Há um setor no mar e outros dois com blocos em terra no Estado. Mais de 60 empresas estão inscritas para participar da sessão, desde grandes petroleiras globais até empresas menores, como as capixabas Imetame, EnP e Vipetro

Publicado em 03/11/2020 às 20h59
Atualizado em 03/11/2020 às 23h54
Data: 06/12/2019 - ES - Linhares - Estação de tratamento de petróleo da Petrobras Fazenda Alegre
Poço de produção de petróleo do campo de Fazenda Alegre, em Jaguaré. Crédito: Carlos Alberto Silva

A Agência Nacional de Petróleo, Gás e Biocombustíveis (ANP) divulgou nesta terça-feira (3) as áreas de exploração e produção de petróleo e gás natural que serão leiloadas no 2º ciclo da Oferta Permanente. Serão 14 setores ao todo, sendo três compostos por blocos exploratórios no Espírito Santo. O leilão foi marcado para o dia 4 de dezembro.

Estão localizados na Bacia do Espírito Santo os setores SES-AP2, que contempla blocos no mar no litoral da Grande Vitória, e os setores SES-T6 eSES-T4, que incluem blocos em terra no Norte do Estado, nos municípios de Linhares, São Mateus, Jaguaré e Conceição da Barra.

Blocos exploratórios são áreas com potencial para descoberta de acumulação de óleo e gás. Na fase exploração, são realizados investimentos de prospecção para descobrir óleo e identificar se é viável ou não sua produção comercialmente.

Atualmente, há 62 empresas inscritas para participar da sessão de oferta, desde grandes petroleiras globais como Exxonmobil, Shell, Repsol, Equinor, Chevron e Petrobras, até empresas menores, como as capixabas Imetame, EnP e Vipetro.

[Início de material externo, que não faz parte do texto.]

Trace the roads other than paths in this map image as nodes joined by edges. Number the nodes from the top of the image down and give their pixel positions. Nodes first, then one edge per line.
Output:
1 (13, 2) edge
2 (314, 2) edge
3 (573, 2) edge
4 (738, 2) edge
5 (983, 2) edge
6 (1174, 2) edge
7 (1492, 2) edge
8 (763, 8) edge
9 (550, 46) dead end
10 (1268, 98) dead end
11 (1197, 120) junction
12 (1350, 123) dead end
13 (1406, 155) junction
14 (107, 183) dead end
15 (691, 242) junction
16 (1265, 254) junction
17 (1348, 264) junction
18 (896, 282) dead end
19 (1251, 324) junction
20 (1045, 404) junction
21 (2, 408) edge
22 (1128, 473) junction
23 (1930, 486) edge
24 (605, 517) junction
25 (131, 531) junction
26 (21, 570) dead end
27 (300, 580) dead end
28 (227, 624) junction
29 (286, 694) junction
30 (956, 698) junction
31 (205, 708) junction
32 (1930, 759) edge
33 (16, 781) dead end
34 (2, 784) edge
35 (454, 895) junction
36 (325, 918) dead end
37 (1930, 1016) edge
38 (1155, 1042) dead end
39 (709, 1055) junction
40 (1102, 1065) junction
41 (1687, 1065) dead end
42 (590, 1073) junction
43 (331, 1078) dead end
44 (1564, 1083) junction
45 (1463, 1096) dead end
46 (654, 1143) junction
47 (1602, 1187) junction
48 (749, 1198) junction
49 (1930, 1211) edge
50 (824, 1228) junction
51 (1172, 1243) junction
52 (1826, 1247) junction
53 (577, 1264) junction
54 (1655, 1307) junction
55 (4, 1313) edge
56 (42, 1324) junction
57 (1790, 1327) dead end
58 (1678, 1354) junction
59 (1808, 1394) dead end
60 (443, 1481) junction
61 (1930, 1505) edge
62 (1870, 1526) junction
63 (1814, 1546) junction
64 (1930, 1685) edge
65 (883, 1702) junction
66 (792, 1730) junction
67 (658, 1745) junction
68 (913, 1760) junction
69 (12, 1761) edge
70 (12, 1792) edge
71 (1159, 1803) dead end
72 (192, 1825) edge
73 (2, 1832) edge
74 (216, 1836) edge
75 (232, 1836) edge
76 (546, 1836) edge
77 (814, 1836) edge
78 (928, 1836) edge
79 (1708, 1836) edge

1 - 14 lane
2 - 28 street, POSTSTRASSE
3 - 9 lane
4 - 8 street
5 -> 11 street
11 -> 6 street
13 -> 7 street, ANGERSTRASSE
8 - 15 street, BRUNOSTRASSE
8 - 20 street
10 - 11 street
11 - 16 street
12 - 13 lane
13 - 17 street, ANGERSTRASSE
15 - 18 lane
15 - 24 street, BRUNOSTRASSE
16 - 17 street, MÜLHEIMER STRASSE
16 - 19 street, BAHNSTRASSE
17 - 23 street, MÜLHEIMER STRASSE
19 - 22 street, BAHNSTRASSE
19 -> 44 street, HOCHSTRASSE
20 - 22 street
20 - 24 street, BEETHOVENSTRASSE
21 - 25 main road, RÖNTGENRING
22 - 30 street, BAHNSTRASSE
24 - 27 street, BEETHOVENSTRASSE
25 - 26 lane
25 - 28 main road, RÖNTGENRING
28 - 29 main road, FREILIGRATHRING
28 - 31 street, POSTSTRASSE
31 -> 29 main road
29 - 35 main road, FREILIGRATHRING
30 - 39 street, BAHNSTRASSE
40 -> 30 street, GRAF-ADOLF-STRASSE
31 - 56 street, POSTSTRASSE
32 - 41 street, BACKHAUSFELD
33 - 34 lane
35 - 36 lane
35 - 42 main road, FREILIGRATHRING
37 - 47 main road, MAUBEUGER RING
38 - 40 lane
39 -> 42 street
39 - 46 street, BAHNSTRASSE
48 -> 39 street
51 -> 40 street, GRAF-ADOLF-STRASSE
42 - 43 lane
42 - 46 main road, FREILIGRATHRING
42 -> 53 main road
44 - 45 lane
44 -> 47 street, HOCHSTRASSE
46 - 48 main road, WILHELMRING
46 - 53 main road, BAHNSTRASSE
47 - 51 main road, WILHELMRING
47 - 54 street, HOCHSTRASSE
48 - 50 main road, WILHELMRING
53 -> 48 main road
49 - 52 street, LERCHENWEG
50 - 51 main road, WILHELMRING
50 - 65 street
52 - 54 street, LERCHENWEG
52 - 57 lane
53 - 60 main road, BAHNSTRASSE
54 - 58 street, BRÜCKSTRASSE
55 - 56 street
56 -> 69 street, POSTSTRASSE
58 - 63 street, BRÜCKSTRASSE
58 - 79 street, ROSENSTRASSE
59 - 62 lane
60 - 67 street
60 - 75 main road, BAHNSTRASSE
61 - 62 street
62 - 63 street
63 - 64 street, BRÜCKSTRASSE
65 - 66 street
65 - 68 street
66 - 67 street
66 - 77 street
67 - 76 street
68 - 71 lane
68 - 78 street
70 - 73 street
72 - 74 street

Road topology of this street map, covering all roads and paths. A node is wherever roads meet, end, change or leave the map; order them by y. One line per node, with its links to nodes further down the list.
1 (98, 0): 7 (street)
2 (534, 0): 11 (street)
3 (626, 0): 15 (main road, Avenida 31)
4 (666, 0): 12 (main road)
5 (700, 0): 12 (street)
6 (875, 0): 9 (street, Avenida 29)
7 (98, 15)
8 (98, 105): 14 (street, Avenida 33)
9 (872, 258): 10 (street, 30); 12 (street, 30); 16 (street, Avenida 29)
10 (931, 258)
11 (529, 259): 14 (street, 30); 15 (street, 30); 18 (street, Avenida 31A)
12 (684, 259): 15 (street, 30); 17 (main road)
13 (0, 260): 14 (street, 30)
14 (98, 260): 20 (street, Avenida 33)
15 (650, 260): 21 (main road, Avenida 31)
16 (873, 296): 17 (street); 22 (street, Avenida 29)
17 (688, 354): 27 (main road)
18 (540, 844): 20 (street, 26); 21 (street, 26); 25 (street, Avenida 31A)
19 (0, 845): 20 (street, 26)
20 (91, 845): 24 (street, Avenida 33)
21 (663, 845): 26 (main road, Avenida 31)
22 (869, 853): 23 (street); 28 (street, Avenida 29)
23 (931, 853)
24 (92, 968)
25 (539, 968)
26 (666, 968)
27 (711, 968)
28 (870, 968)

Essas empresas tiveram até 13 de outubro de 2020 para apresentar declarações de interesse acompanhadas de garantia de oferta para as áreas que serão leiloadas. Agora, elas têm até 16 de novembro para apresentar garantias de oferta adicionais acompanhadas de declarações de setores de interesse.

ENTENDA

A Oferta Permanente é uma modalidade de concessão de blocos e áreas com acumulações marginais para exploração, reabilitação e produção de petróleo e gás. O sistema permite a oferta contínua de campos devolvidos ou em processo de devolução, de blocos exploratórios ofertados em licitações anteriores e não arrematados ou devolvidos à ANP, além de novos blocos exploratórios em bacias terrestres em estudo.

Dessa forma, as empresas não precisam esperar uma rodada de licitações "tradicional" para ter oportunidade de arrematar um bloco ou área com acumulação marginal, que passam a estar permanentemente em oferta. Além disso, as companhias contam o tempo que julgarem necessário para estudar os dados técnicos dessas áreas antes de fazer uma oferta, sem o prazo limitado do edital de uma rodada.